The title, “On Computable Numbers” (rather than “On Computable Functions”) signaled a fundamental shift.  Before Turing, things were done to numbers. After Turing numbers began doing things.  By showing that a machine could be encoded as a number, and a number decoded as a machine, “On Computable Numbers” led to numbers (now called “software”) that were “computable” in a way that was entirely new.” – Turing’s Cathedral: The Origins of the Digital Universe by George Dyson, New York: Pantheon, 2012.

Since 1880, the USPTO has not required an actual working model, but will grant a patent only based on the plans.  Therefore, without actually producing the working program as an array of gates on an integrated computer circuit (or “chip”), you could get a patent on the Gödelized code for the description: one number would contain all of the necessary information.  That is an extreme example.  Many more instances, all  mundane to computing are easy to find.

The binary number 00100000 = 20 in hexadecimal or base 16 is the same as 32 in base-10.  For a computer that is controlled by an Intel 80xxx processor, that number encoded on an integrated circuit “chip” will terminate the program process.  It is a “stop” command.   The number could be “burned in” and the logic gates would be permanent.  Most often, though, the integrated circuit chip is programmable and only holds a temporary configuration. 

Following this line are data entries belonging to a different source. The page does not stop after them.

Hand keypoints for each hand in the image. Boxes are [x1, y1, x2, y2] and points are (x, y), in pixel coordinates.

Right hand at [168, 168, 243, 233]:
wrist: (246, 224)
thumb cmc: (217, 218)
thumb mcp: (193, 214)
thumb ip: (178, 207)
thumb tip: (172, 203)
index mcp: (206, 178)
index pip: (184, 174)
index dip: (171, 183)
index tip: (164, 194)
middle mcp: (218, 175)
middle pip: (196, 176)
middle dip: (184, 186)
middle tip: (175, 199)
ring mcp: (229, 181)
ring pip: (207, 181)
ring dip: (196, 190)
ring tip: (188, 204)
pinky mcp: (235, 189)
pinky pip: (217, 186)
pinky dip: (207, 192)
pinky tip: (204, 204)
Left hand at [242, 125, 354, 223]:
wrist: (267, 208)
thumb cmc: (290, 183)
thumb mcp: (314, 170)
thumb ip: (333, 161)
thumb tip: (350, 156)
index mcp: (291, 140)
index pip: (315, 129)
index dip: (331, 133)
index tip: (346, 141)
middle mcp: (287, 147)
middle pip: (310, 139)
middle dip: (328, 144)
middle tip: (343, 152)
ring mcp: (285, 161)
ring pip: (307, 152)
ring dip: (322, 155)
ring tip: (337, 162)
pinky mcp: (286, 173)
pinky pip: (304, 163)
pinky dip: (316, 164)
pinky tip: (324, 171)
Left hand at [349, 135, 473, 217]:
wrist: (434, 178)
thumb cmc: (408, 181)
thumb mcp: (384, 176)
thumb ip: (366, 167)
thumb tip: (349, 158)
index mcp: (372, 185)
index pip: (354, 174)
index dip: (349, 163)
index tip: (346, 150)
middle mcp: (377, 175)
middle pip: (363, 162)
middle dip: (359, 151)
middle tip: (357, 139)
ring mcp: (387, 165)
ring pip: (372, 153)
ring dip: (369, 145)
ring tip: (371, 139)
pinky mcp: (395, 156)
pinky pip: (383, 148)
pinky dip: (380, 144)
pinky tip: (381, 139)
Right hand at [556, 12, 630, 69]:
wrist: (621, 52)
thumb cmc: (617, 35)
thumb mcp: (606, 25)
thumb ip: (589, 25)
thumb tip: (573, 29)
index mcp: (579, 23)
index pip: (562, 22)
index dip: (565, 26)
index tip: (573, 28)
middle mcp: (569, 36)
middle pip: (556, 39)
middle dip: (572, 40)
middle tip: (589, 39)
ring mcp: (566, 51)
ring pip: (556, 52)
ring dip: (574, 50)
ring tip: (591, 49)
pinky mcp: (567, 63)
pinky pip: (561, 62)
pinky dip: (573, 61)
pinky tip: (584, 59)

A computer program is just a number.  At the level of human obviousness, a computer program is a string of numbers.   Here is a program.

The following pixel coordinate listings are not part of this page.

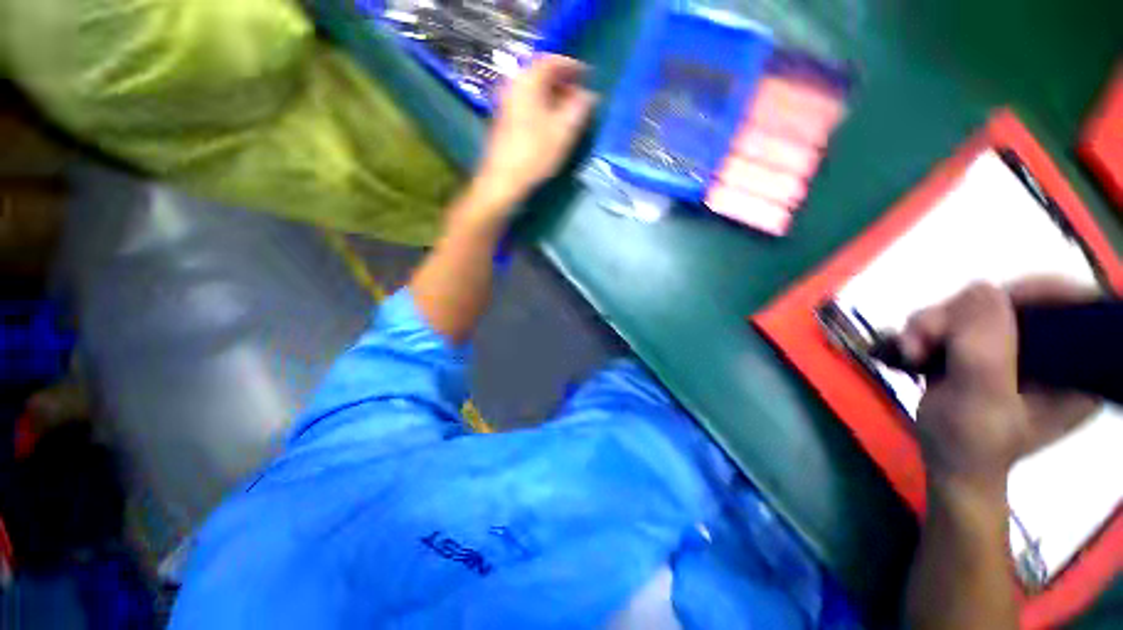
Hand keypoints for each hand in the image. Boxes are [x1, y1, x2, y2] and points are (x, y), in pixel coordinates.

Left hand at [472, 55, 596, 212]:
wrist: (503, 179)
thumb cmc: (534, 154)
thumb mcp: (563, 131)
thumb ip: (579, 108)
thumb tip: (590, 95)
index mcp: (527, 82)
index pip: (552, 61)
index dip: (572, 66)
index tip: (588, 75)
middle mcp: (513, 86)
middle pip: (541, 75)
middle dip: (564, 82)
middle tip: (580, 95)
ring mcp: (506, 103)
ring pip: (534, 91)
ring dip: (553, 96)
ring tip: (569, 111)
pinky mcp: (504, 120)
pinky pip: (527, 103)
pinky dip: (542, 106)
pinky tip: (552, 122)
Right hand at [899, 279, 1099, 493]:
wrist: (944, 460)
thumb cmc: (971, 444)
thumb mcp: (981, 400)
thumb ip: (985, 349)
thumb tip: (981, 289)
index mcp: (1077, 367)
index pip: (1074, 304)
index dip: (1035, 292)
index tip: (983, 306)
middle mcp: (1053, 348)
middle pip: (1014, 301)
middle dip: (961, 314)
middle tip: (925, 338)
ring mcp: (1016, 346)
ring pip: (976, 307)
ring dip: (934, 322)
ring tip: (910, 349)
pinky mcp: (985, 346)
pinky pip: (956, 318)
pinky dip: (925, 328)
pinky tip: (910, 348)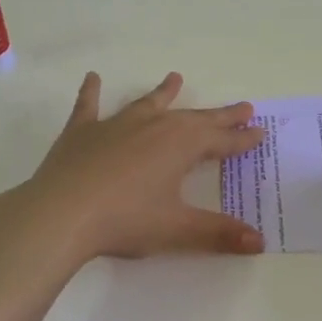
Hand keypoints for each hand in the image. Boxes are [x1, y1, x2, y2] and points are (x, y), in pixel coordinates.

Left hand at [17, 72, 265, 262]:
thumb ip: (218, 233)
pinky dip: (91, 92)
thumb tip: (259, 243)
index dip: (241, 140)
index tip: (260, 133)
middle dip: (219, 116)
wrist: (61, 213)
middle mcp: (152, 127)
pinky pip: (89, 106)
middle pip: (193, 118)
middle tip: (242, 107)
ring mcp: (115, 125)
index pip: (220, 141)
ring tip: (175, 78)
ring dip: (163, 93)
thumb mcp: (177, 229)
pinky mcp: (82, 132)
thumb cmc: (125, 220)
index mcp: (180, 145)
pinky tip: (92, 77)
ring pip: (146, 104)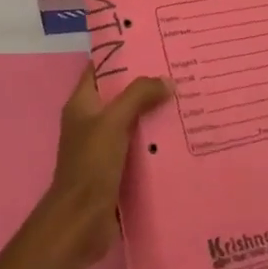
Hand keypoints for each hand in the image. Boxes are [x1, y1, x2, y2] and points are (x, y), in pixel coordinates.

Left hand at [40, 65, 170, 267]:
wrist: (80, 223)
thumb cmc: (90, 165)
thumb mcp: (113, 122)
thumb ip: (138, 96)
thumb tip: (166, 80)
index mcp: (82, 104)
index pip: (101, 68)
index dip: (122, 54)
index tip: (153, 45)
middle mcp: (91, 121)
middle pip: (120, 94)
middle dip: (146, 85)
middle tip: (179, 71)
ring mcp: (103, 147)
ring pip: (132, 121)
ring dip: (154, 113)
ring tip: (187, 98)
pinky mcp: (116, 170)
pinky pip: (139, 147)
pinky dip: (156, 140)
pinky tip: (181, 135)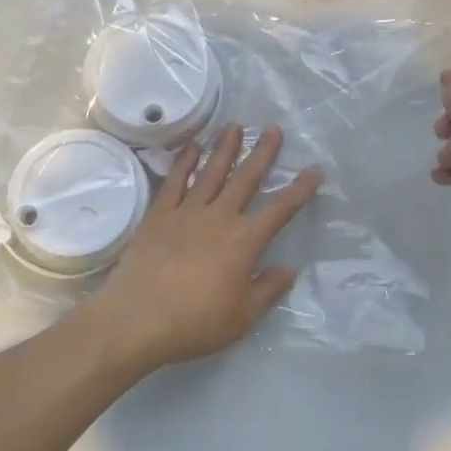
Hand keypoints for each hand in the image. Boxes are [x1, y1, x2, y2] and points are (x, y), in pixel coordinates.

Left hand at [94, 124, 322, 369]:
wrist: (136, 319)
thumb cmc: (194, 323)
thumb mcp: (242, 318)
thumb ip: (268, 290)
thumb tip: (289, 269)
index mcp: (244, 242)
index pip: (280, 210)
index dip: (300, 189)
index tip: (314, 170)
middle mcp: (219, 218)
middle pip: (246, 179)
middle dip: (262, 154)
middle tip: (273, 129)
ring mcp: (186, 212)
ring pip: (211, 172)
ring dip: (225, 149)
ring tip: (235, 127)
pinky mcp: (158, 215)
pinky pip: (175, 181)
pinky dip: (185, 162)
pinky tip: (192, 147)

10110100 00101100 11001101 00100001 10110000 01000110 11111110 11101110 00001010 00100000 00000001 10001001 11000010 10110100 00001001 11001101 00100001 11001101 00100000

That binary representation might seem esoteric, but to a programmer who knows Intel 80xxx processors and the MS-DOS (“Windows”) operating system, it is as “clear and open” as Morse code to an old Navy radioman.  Here it is in hexadecimal as a more human-friendly kind of computer code.

B4 2C
CD 21
B0 46
F6 EE
05 20 01
89 C2
B4 09
CD 21
BA 18 01
CD 21
CD 20

Here is what that means and what it does:

B4 2C    MOV AH,2C       Get the clock
CD 21    INT 21          execute
B0 46    MOV AL,46       Get the seconds
F6 EE    IMUL DH         multiply the DH by the Seconds   
05 20 01 ADD AX, 0120    add 120 to that
89 C2    MOV DX,AX       put that number in the DX register
B4 09    MOV AH,09       display to screen
CD 21    INT 21          execute
BA 18 01 MOV DX, 0118    end of line
CD 21    INT 21          execute
CD 20    INT 20          quit
If this were programmed into an integrated circuit chip it would be a Fortune Cookie device. (It would need the list of Fortunes, but those are plain text and easy to insert.)

Again, for the purposes of the USPTO, every computer is momentarily “hard wired” to be a machine with a specific purpose. Each program that it runs creates a new “machine.”  Every computer program creates a new mechanism, a new system of logic gates “burned” (temporarily) into an array of integrated circuits.

That is another fundamental contradiction in patent law.  If every program creates a new “machine” then so must every change order, every update, every bug patch.  

Would a bug patch release not invalidate the previous patent?  Patent law has no way to deal with an inventor’s invalidation of his own creation.